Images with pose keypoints
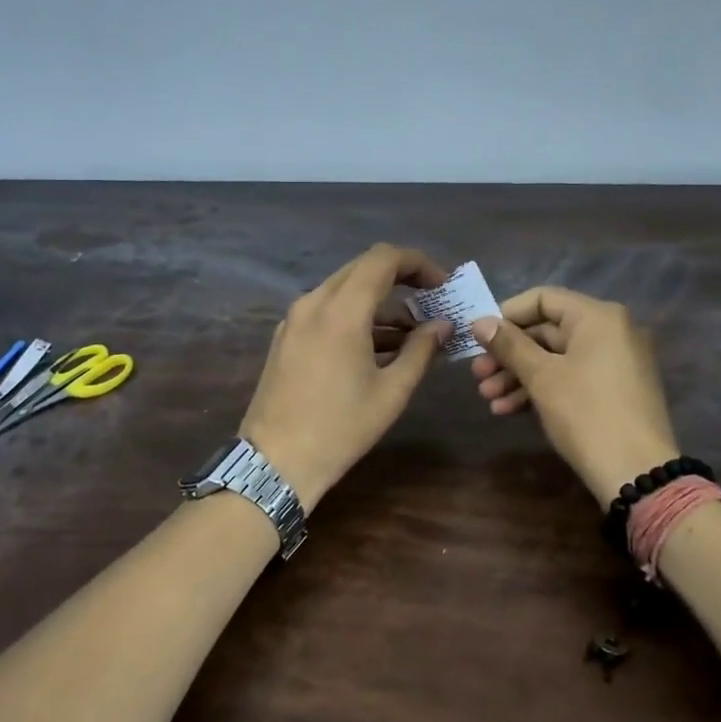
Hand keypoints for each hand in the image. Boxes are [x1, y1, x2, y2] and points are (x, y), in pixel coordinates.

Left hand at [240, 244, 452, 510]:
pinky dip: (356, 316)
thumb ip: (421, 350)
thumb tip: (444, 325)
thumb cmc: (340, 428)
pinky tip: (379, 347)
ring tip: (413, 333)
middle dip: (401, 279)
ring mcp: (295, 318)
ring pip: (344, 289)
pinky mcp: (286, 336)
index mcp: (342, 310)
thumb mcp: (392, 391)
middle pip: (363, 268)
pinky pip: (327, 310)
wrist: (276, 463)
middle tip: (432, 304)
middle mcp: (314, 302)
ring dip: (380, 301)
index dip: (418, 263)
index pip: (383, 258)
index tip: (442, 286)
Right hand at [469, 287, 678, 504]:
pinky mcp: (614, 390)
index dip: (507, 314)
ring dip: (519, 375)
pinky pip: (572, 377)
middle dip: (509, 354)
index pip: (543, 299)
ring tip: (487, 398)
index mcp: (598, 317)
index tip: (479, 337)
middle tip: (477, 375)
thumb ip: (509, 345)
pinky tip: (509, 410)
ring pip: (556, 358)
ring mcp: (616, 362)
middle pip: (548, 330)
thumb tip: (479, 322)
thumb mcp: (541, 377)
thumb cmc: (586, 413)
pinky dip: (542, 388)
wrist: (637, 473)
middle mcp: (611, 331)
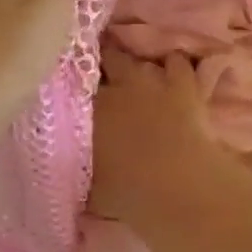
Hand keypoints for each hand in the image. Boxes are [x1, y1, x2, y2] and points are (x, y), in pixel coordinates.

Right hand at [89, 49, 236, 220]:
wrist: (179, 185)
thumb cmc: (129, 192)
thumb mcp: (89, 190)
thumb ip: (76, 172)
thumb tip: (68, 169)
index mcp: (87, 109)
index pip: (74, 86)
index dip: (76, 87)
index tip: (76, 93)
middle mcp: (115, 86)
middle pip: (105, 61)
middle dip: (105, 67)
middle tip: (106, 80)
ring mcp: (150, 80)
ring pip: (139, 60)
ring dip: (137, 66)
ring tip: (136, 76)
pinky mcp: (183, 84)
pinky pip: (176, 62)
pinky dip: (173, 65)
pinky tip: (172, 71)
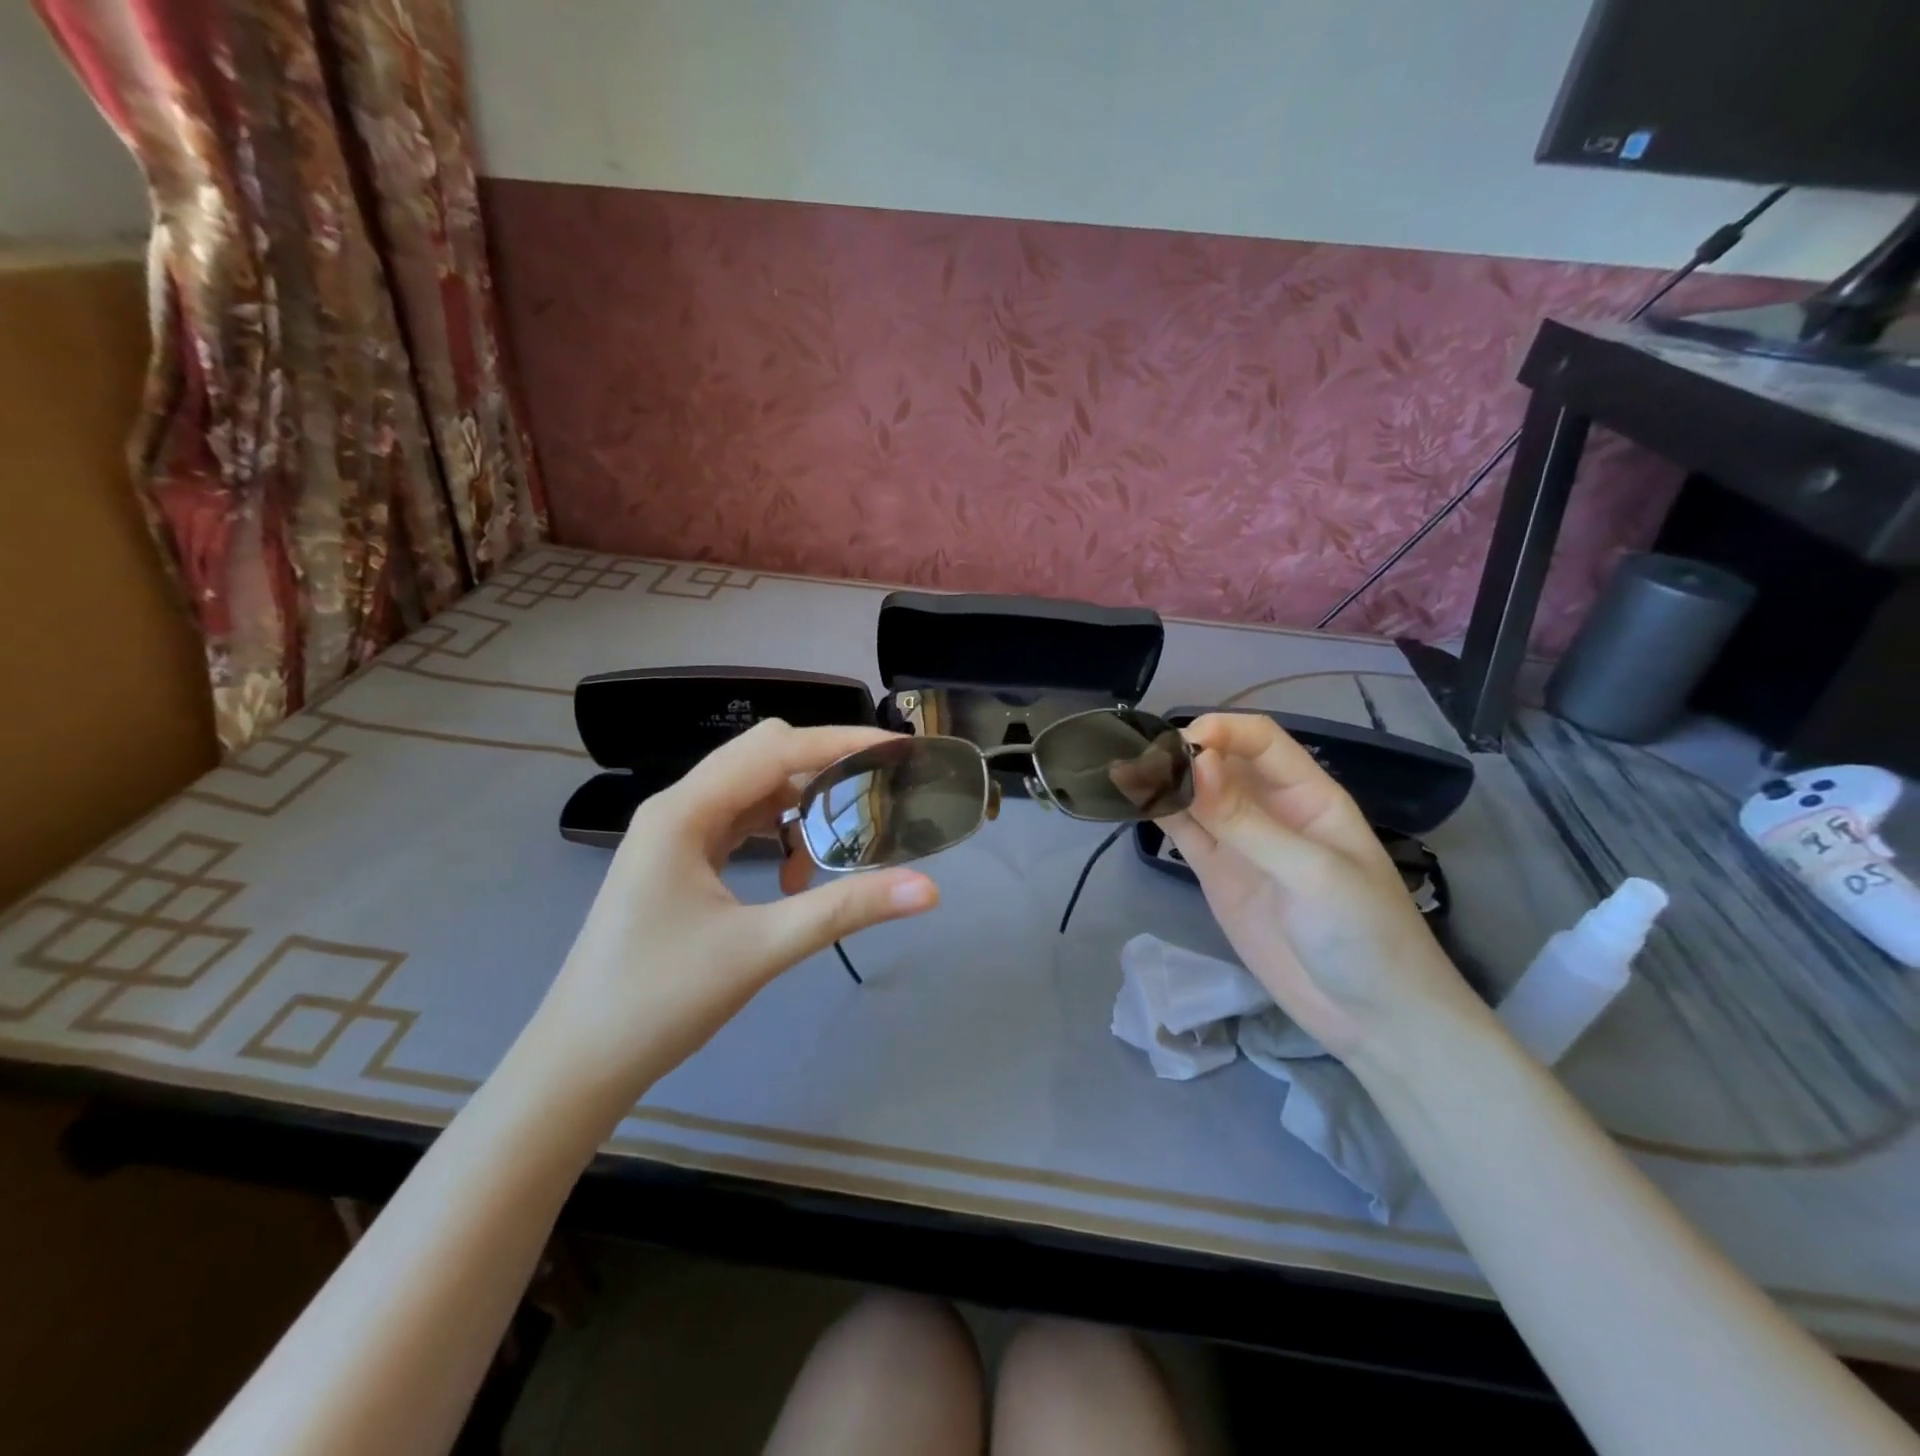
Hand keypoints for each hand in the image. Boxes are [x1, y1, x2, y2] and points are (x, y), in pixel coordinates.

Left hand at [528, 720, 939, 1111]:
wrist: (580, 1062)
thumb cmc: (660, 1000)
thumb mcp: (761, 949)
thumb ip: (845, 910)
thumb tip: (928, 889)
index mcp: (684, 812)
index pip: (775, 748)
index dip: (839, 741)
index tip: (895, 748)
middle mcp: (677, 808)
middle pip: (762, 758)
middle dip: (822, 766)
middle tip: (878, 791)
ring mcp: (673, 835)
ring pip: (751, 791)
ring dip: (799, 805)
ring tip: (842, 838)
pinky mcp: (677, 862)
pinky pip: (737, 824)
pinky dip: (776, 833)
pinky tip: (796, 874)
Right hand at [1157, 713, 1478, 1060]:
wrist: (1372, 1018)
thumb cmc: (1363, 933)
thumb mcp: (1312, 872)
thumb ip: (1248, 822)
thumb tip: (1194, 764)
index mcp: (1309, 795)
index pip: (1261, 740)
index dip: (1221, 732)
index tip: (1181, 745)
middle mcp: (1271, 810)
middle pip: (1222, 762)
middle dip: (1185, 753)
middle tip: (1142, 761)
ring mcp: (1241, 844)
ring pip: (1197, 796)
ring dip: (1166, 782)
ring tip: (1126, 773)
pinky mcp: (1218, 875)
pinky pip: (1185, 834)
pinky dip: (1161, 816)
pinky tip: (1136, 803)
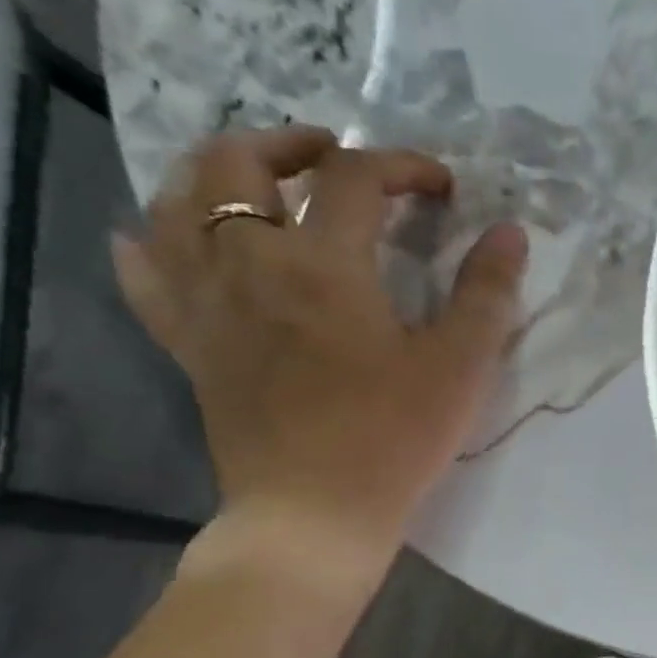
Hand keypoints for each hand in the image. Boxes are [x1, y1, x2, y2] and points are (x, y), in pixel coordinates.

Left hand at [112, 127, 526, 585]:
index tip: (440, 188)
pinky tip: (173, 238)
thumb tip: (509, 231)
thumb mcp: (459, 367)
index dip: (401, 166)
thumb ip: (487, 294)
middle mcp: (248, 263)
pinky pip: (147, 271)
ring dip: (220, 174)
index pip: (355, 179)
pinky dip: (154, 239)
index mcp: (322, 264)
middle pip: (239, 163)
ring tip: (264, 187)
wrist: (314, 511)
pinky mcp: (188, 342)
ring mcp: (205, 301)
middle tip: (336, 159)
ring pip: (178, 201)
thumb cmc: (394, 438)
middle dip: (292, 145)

Problem details: A word-for-word copy of all the records above is required, with the pictures left out.

Result:
Hand keypoints for each hand in the image. Boxes are [x1, y1, x2, y2] and points are (x, y), in pixel coordinates.

Left hand at [240, 244, 452, 510]:
pinky dip: (356, 316)
thumb ip: (421, 350)
thumb tip: (444, 325)
thumb cmc: (340, 428)
pinky tip: (379, 347)
ring tip: (413, 333)
middle dip: (401, 279)
ring mcp: (295, 318)
ring pip: (344, 289)
pinky mcp: (286, 336)
index mcp: (342, 310)
thumb mcp: (392, 391)
middle pip: (363, 268)
pinky pip: (327, 310)
wrist: (276, 463)
middle tip: (432, 304)
middle mcp: (314, 302)
ring dip: (380, 301)
index dip: (418, 263)
index pip: (383, 258)
index tip: (442, 286)
Right hand at [469, 287, 678, 504]:
pinky mcp: (614, 390)
index dip: (507, 314)
ring dip: (519, 375)
pinky pip: (572, 377)
middle dip: (509, 354)
index pip: (543, 299)
ring tip: (487, 398)
index mcp: (598, 317)
index tip: (479, 337)
middle tip: (477, 375)
thumb ip: (509, 345)
pinky tip: (509, 410)
ring pip: (556, 358)
ring mcp: (616, 362)
middle pip: (548, 330)
thumb tip: (479, 322)
thumb mcp: (541, 377)
thumb cmc: (586, 413)
pinky dip: (542, 388)
wrist: (637, 473)
middle mcp: (611, 331)
Hand keypoints for each hand in the image. Boxes are [x1, y1, x2, y2] and points are (x, y), in pixel coordinates.

Right hand at [89, 49, 236, 220]:
wrist: (179, 185)
thumb cmc: (129, 192)
thumb mcp: (89, 190)
thumb ip: (76, 172)
thumb tip: (68, 169)
index mcp: (87, 109)
index pip: (74, 86)
index dip: (76, 87)
index tip: (76, 93)
middle mcp: (115, 86)
middle pip: (105, 61)
middle dip: (105, 67)
middle tip: (106, 80)
ring mcp: (150, 80)
ring pip: (139, 60)
ring dip: (137, 66)
ring tip: (136, 76)
pinky mcp: (183, 84)
pinky pip: (176, 62)
pinky dip: (173, 65)
pinky tip: (172, 71)
Hand keypoints for each hand in the image. Boxes are [x1, y1, x2, y2] and points are (x, y), in pixel coordinates.

Left hand at [528, 720, 939, 1111]:
wrist: (580, 1062)
thumb cmc: (660, 1000)
thumb mcp: (761, 949)
thumb ip: (845, 910)
thumb tip: (928, 889)
index mcp: (684, 812)
index pip: (775, 748)
index dip: (839, 741)
index tip: (895, 748)
middle mcp: (677, 808)
middle pip: (762, 758)
middle dip: (822, 766)
middle tip: (878, 791)
ring mcp: (673, 835)
ring pip: (751, 791)
ring dip: (799, 805)
ring tip: (842, 838)
pinky mcp: (677, 862)
pinky pip: (737, 824)
pinky dip: (776, 833)
pinky tip: (796, 874)
Right hand at [1157, 713, 1478, 1060]:
wrist: (1372, 1018)
thumb cmc: (1363, 933)
thumb mcp: (1312, 872)
thumb ip: (1248, 822)
thumb tip: (1194, 764)
index mcp: (1309, 795)
index pip: (1261, 740)
index dip: (1221, 732)
index tip: (1181, 745)
middle mcp: (1271, 810)
middle pip: (1222, 762)
middle dip: (1185, 753)
middle tip: (1142, 761)
ring mcp: (1241, 844)
ring pip: (1197, 796)
ring dip: (1166, 782)
ring tip: (1126, 773)
pinky mcp: (1218, 875)
pinky pip: (1185, 834)
pinky dip: (1161, 816)
pinky tip: (1136, 803)
Hand keypoints for each hand in the image. Boxes are [x1, y1, x2, y2] and points are (x, y), in pixel coordinates.

Left hand at [112, 127, 526, 585]:
index tip: (440, 188)
pinky tip: (173, 238)
thumb tip: (509, 231)
thumb mcp: (459, 367)
index dip: (401, 166)
thumb ip: (487, 294)
middle mcp: (248, 263)
pinky pip: (147, 271)
ring dip: (220, 174)
index pip: (355, 179)
pinky dip: (154, 239)
index mcp: (322, 264)
middle pip: (239, 163)
ring tip: (264, 187)
wrist: (314, 511)
pinky mcp: (188, 342)
ring mcp: (205, 301)
middle tip: (336, 159)
ring pip: (178, 201)
thumb cmc: (394, 438)
middle dip: (292, 145)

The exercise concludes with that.